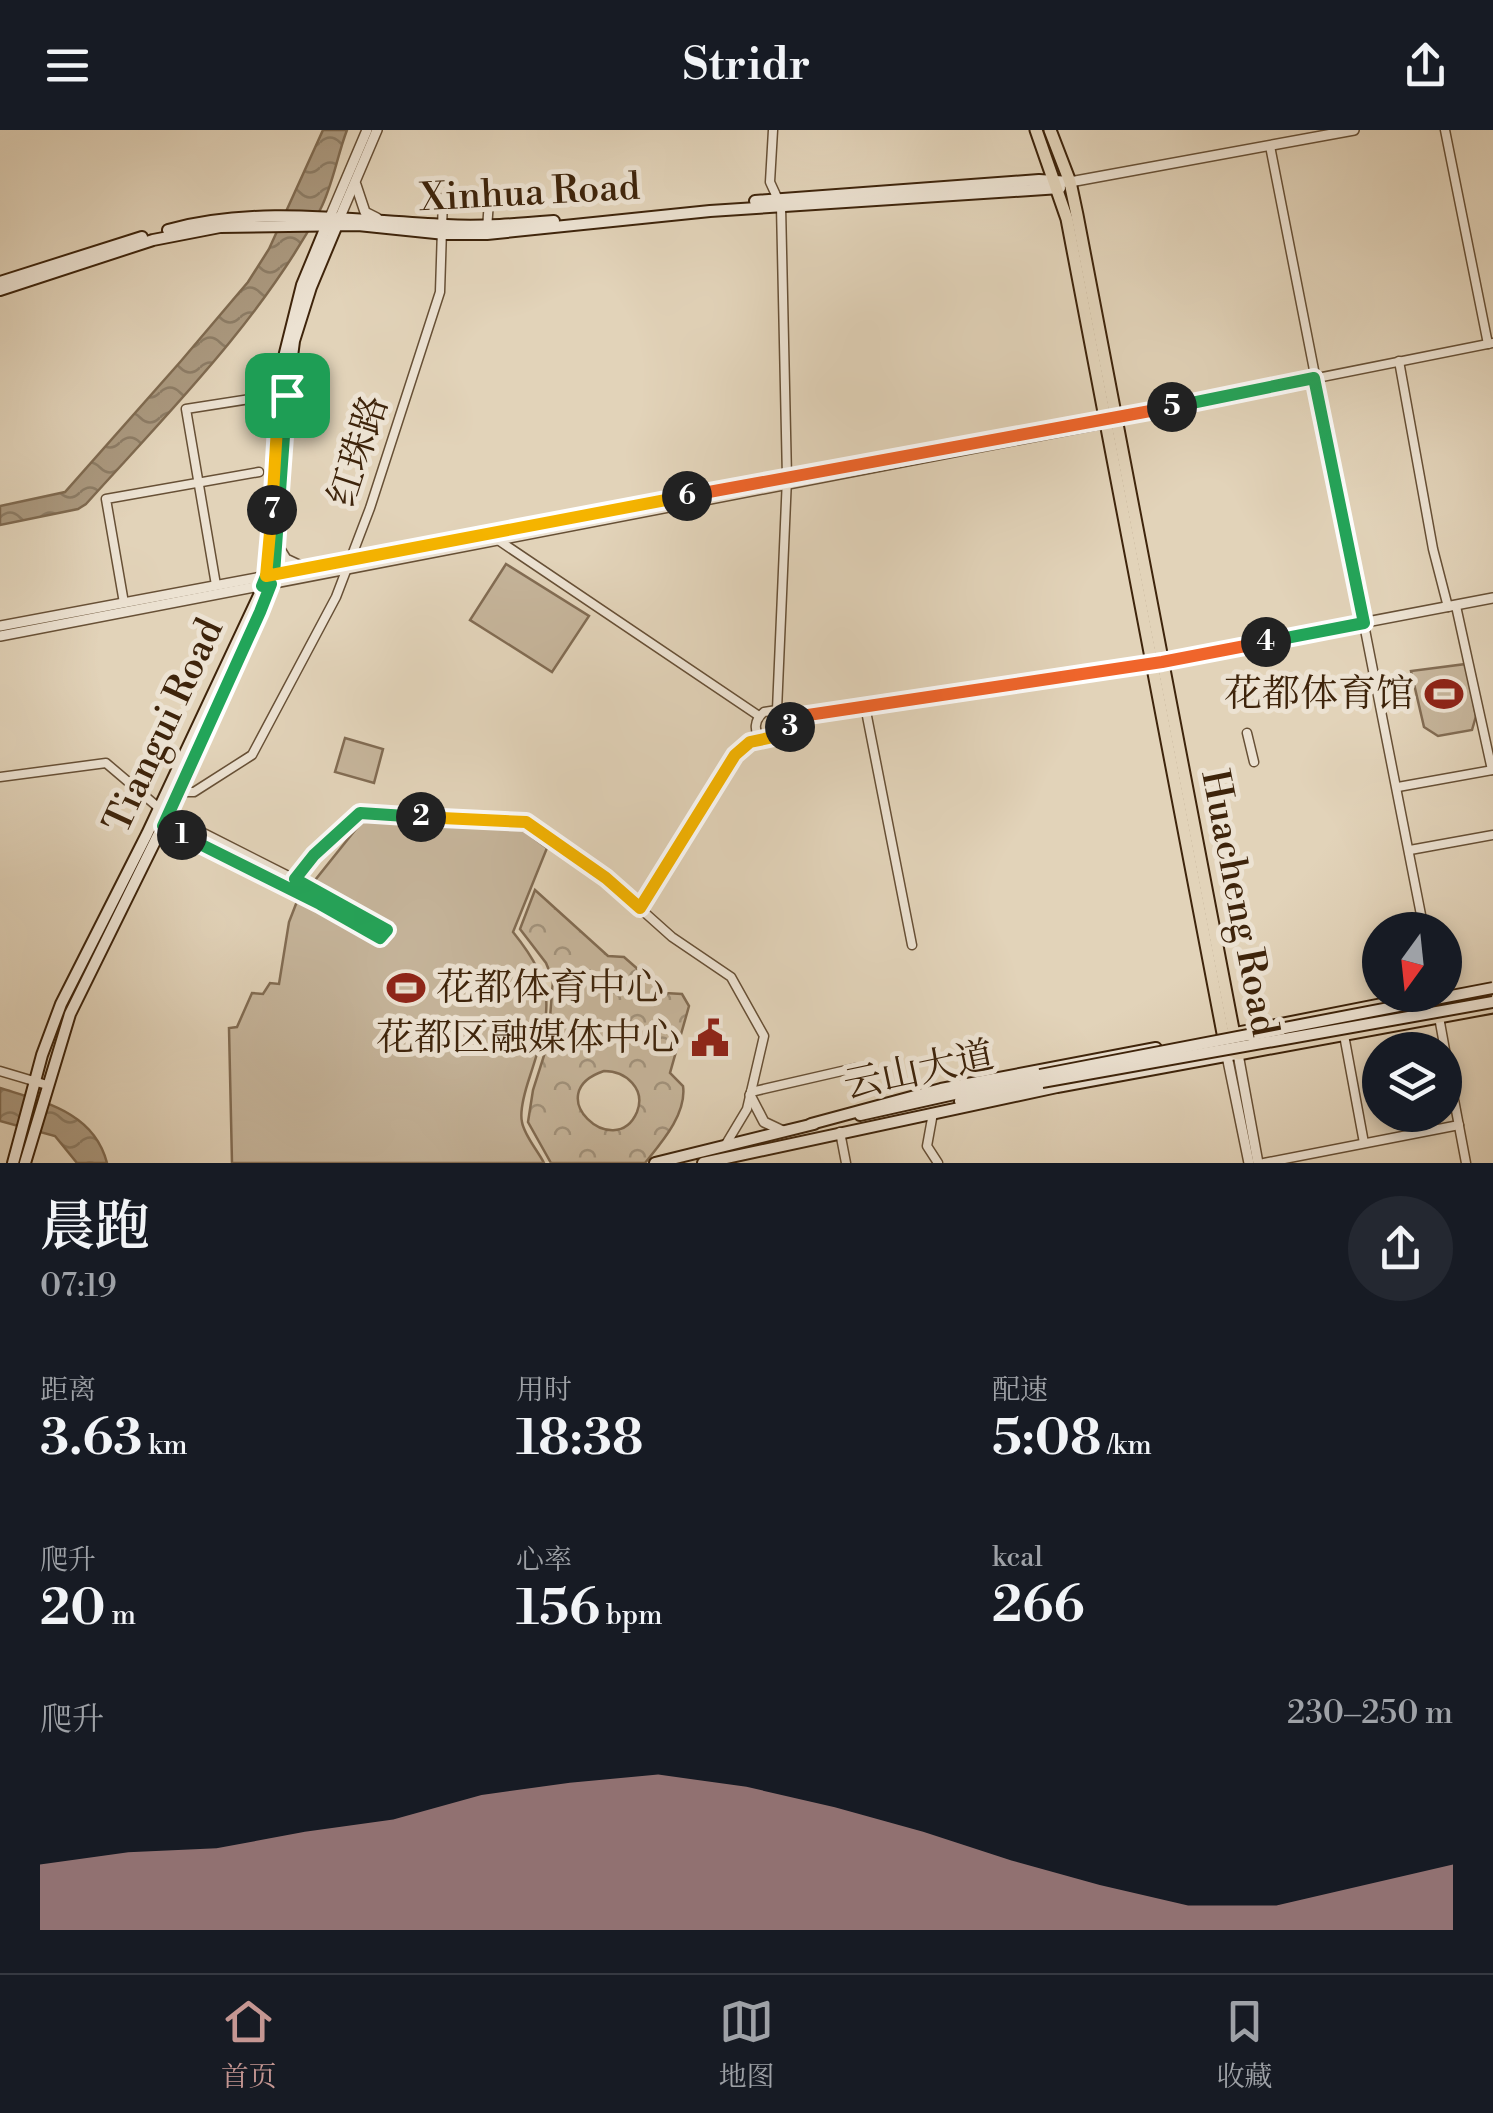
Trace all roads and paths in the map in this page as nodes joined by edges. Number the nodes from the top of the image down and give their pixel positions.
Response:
1 (367, 130) edge
2 (376, 130) edge
3 (774, 130) edge
4 (1036, 130) edge
5 (1050, 130) edge
6 (1354, 130) edge
7 (1445, 130) edge
8 (1270, 146) junction
9 (355, 181) junction
10 (1062, 183) junction
11 (779, 202) junction
12 (377, 218) junction
13 (328, 221) junction
14 (443, 229) junction
15 (487, 230) junction
16 (0, 286) edge
17 (1490, 344) edge
18 (1399, 361) junction
19 (1314, 378) junction
20 (283, 394) junction
21 (1110, 420) junction
22 (259, 472) dead end
23 (787, 481) junction
24 (199, 483) junction
25 (493, 536) junction
26 (278, 544) junction
27 (349, 564) junction
28 (310, 567) junction
29 (268, 580) junction
30 (216, 585) junction
31 (231, 591) junction
32 (1493, 598) edge
33 (124, 603) junction
34 (1452, 606) junction
35 (253, 609) junction
36 (1364, 623) junction
37 (0, 626) edge
38 (0, 636) edge
39 (1158, 662) junction
40 (865, 706) junction
41 (776, 710) junction
42 (759, 716) junction
43 (788, 718) junction
44 (1247, 733) dead end
45 (762, 740) junction
46 (1254, 762) dead end
47 (1492, 770) edge
48 (0, 777) edge
49 (1398, 787) junction
50 (179, 792) junction
51 (164, 816) junction
52 (1493, 835) edge
53 (1410, 850) junction
54 (295, 879) junction
55 (288, 888) junction
56 (640, 908) junction
57 (1421, 912) edge
58 (912, 945) dead end
59 (1462, 993) edge
60 (1493, 995) edge
61 (1363, 1012) edge
62 (1436, 1012) edge
63 (1438, 1018) junction
64 (1341, 1028) junction
65 (1441, 1032) edge
66 (1230, 1045) junction
67 (855, 1068) dead end
68 (0, 1071) edge
69 (1041, 1079) junction
70 (41, 1083) junction
71 (751, 1094) junction
72 (933, 1113) junction
73 (811, 1124) junction
74 (783, 1130) junction
75 (28, 1131) junction
76 (1424, 1132) edge
77 (1460, 1132) edge
78 (834, 1133) junction
79 (727, 1144) junction
80 (1364, 1144) junction
81 (724, 1161) edge
82 (13, 1163) edge
83 (25, 1163) edge
84 (655, 1163) edge
85 (703, 1163) edge
86 (846, 1163) edge
87 (938, 1163) edge
88 (1248, 1163) edge
89 (1261, 1163) edge
90 (1466, 1163) edge

1 - 13 street, Tiangui Road
2 - 9 street, Tiangui Road
3 - 11 street
4 - 10 highway
5 - 10 highway
6 - 8 street, Xinhua Road
7 - 17 street
8 - 10 street, Xinhua Road
8 - 19 street
9 - 12 street
9 - 13 street, Tiangui Road
10 - 11 main road, Xinhua Road
10 - 21 highway, Huacheng Road
11 - 15 main road, Xinhua Road
11 - 23 street
12 - 13 main road, Xinhua Road
12 - 14 main road, Xinhua Road
13 - 14 main road, Xinhua Road
13 - 16 main road, Xinhua Road
13 - 20 main road, Tiangui Road
14 - 15 main road, Xinhua Road
14 - 15 street
14 - 27 street, 红珠路
17 - 18 street
18 - 19 street
18 - 34 street
19 - 21 street
19 - 36 street
20 - 24 street
20 - 26 main road, Tiangui Road
20 - 29 main road, Tiangui Road
21 - 23 street
21 - 39 highway, Huacheng Road
22 - 24 street
23 - 25 street
23 - 41 street
24 - 30 street
24 - 33 street
25 - 27 street
25 - 42 street
26 - 28 street
26 - 29 main road, Tiangui Road
27 - 28 street
27 - 29 street
27 - 50 street, 红珠路
28 - 29 street
29 - 30 street
29 - 31 street
29 - 35 main road, Tiangui Road
29 - 50 main road, Tiangui Road
30 - 33 street
31 - 35 street
31 - 38 street
32 - 34 street
33 - 37 street
34 - 36 street
34 - 47 street
35 - 51 main road, Tiangui Road
36 - 39 street
36 - 49 street
39 - 40 street
39 - 66 highway, Huacheng Road
40 - 43 street
40 - 58 street
41 - 42 street
41 - 43 street
42 - 45 street
43 - 45 street
44 - 46 street
45 - 56 street
47 - 49 street
48 - 51 street
49 - 53 street
50 - 51 main road, Tiangui Road
51 - 54 street
51 - 55 street
51 - 70 main road, Tiangui Road
51 - 70 main road, Tiangui Road
52 - 53 street
53 - 57 street
54 - 55 street
54 - 55 street
54 - 56 street
56 - 71 street
59 - 60 highway
60 - 63 highway
60 - 64 main road, bridge
60 - 69 main road, bridge
61 - 66 highway
62 - 63 street
63 - 64 highway
63 - 65 street
64 - 66 main road
64 - 66 highway
64 - 80 street
66 - 72 main road
66 - 73 main road
66 - 88 street, Huacheng Road
66 - 89 street, Huacheng Road
67 - 71 street
68 - 70 street
69 - 73 main road, 云山大道
69 - 78 main road, 云山大道
70 - 75 main road, Tiangui Road
71 - 74 street
71 - 79 street
72 - 78 main road
72 - 87 street
73 - 74 main road
74 - 79 main road
75 - 82 main road, Tiangui Road
75 - 83 main road
76 - 80 street
77 - 90 street
78 - 81 main road
78 - 86 street
79 - 81 street
79 - 84 main road
80 - 89 street
81 - 85 main road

********

• WORK REQUIRED:
Please write out every record above exactly, but leave the pictures out.

• REPLY TO THE TASK:
Trace all roads and paths in the map in this page as nodes joined by edges. Number the nodes from the top of the image down and give their pixel positions.
Response:
1 (367, 130) edge
2 (376, 130) edge
3 (774, 130) edge
4 (1036, 130) edge
5 (1050, 130) edge
6 (1354, 130) edge
7 (1445, 130) edge
8 (1270, 146) junction
9 (355, 181) junction
10 (1062, 183) junction
11 (779, 202) junction
12 (377, 218) junction
13 (328, 221) junction
14 (443, 229) junction
15 (487, 230) junction
16 (0, 286) edge
17 (1490, 344) edge
18 (1399, 361) junction
19 (1314, 378) junction
20 (283, 394) junction
21 (1110, 420) junction
22 (259, 472) dead end
23 (787, 481) junction
24 (199, 483) junction
25 (493, 536) junction
26 (278, 544) junction
27 (349, 564) junction
28 (310, 567) junction
29 (268, 580) junction
30 (216, 585) junction
31 (231, 591) junction
32 (1493, 598) edge
33 (124, 603) junction
34 (1452, 606) junction
35 (253, 609) junction
36 (1364, 623) junction
37 (0, 626) edge
38 (0, 636) edge
39 (1158, 662) junction
40 (865, 706) junction
41 (776, 710) junction
42 (759, 716) junction
43 (788, 718) junction
44 (1247, 733) dead end
45 (762, 740) junction
46 (1254, 762) dead end
47 (1492, 770) edge
48 (0, 777) edge
49 (1398, 787) junction
50 (179, 792) junction
51 (164, 816) junction
52 (1493, 835) edge
53 (1410, 850) junction
54 (295, 879) junction
55 (288, 888) junction
56 (640, 908) junction
57 (1421, 912) edge
58 (912, 945) dead end
59 (1462, 993) edge
60 (1493, 995) edge
61 (1363, 1012) edge
62 (1436, 1012) edge
63 (1438, 1018) junction
64 (1341, 1028) junction
65 (1441, 1032) edge
66 (1230, 1045) junction
67 (855, 1068) dead end
68 (0, 1071) edge
69 (1041, 1079) junction
70 (41, 1083) junction
71 (751, 1094) junction
72 (933, 1113) junction
73 (811, 1124) junction
74 (783, 1130) junction
75 (28, 1131) junction
76 (1424, 1132) edge
77 (1460, 1132) edge
78 (834, 1133) junction
79 (727, 1144) junction
80 (1364, 1144) junction
81 (724, 1161) edge
82 (13, 1163) edge
83 (25, 1163) edge
84 (655, 1163) edge
85 (703, 1163) edge
86 (846, 1163) edge
87 (938, 1163) edge
88 (1248, 1163) edge
89 (1261, 1163) edge
90 (1466, 1163) edge

1 - 13 street, Tiangui Road
2 - 9 street, Tiangui Road
3 - 11 street
4 - 10 highway
5 - 10 highway
6 - 8 street, Xinhua Road
7 - 17 street
8 - 10 street, Xinhua Road
8 - 19 street
9 - 12 street
9 - 13 street, Tiangui Road
10 - 11 main road, Xinhua Road
10 - 21 highway, Huacheng Road
11 - 15 main road, Xinhua Road
11 - 23 street
12 - 13 main road, Xinhua Road
12 - 14 main road, Xinhua Road
13 - 14 main road, Xinhua Road
13 - 16 main road, Xinhua Road
13 - 20 main road, Tiangui Road
14 - 15 main road, Xinhua Road
14 - 15 street
14 - 27 street, 红珠路
17 - 18 street
18 - 19 street
18 - 34 street
19 - 21 street
19 - 36 street
20 - 24 street
20 - 26 main road, Tiangui Road
20 - 29 main road, Tiangui Road
21 - 23 street
21 - 39 highway, Huacheng Road
22 - 24 street
23 - 25 street
23 - 41 street
24 - 30 street
24 - 33 street
25 - 27 street
25 - 42 street
26 - 28 street
26 - 29 main road, Tiangui Road
27 - 28 street
27 - 29 street
27 - 50 street, 红珠路
28 - 29 street
29 - 30 street
29 - 31 street
29 - 35 main road, Tiangui Road
29 - 50 main road, Tiangui Road
30 - 33 street
31 - 35 street
31 - 38 street
32 - 34 street
33 - 37 street
34 - 36 street
34 - 47 street
35 - 51 main road, Tiangui Road
36 - 39 street
36 - 49 street
39 - 40 street
39 - 66 highway, Huacheng Road
40 - 43 street
40 - 58 street
41 - 42 street
41 - 43 street
42 - 45 street
43 - 45 street
44 - 46 street
45 - 56 street
47 - 49 street
48 - 51 street
49 - 53 street
50 - 51 main road, Tiangui Road
51 - 54 street
51 - 55 street
51 - 70 main road, Tiangui Road
51 - 70 main road, Tiangui Road
52 - 53 street
53 - 57 street
54 - 55 street
54 - 55 street
54 - 56 street
56 - 71 street
59 - 60 highway
60 - 63 highway
60 - 64 main road, bridge
60 - 69 main road, bridge
61 - 66 highway
62 - 63 street
63 - 64 highway
63 - 65 street
64 - 66 main road
64 - 66 highway
64 - 80 street
66 - 72 main road
66 - 73 main road
66 - 88 street, Huacheng Road
66 - 89 street, Huacheng Road
67 - 71 street
68 - 70 street
69 - 73 main road, 云山大道
69 - 78 main road, 云山大道
70 - 75 main road, Tiangui Road
71 - 74 street
71 - 79 street
72 - 78 main road
72 - 87 street
73 - 74 main road
74 - 79 main road
75 - 82 main road, Tiangui Road
75 - 83 main road
76 - 80 street
77 - 90 street
78 - 81 main road
78 - 86 street
79 - 81 street
79 - 84 main road
80 - 89 street
81 - 85 main road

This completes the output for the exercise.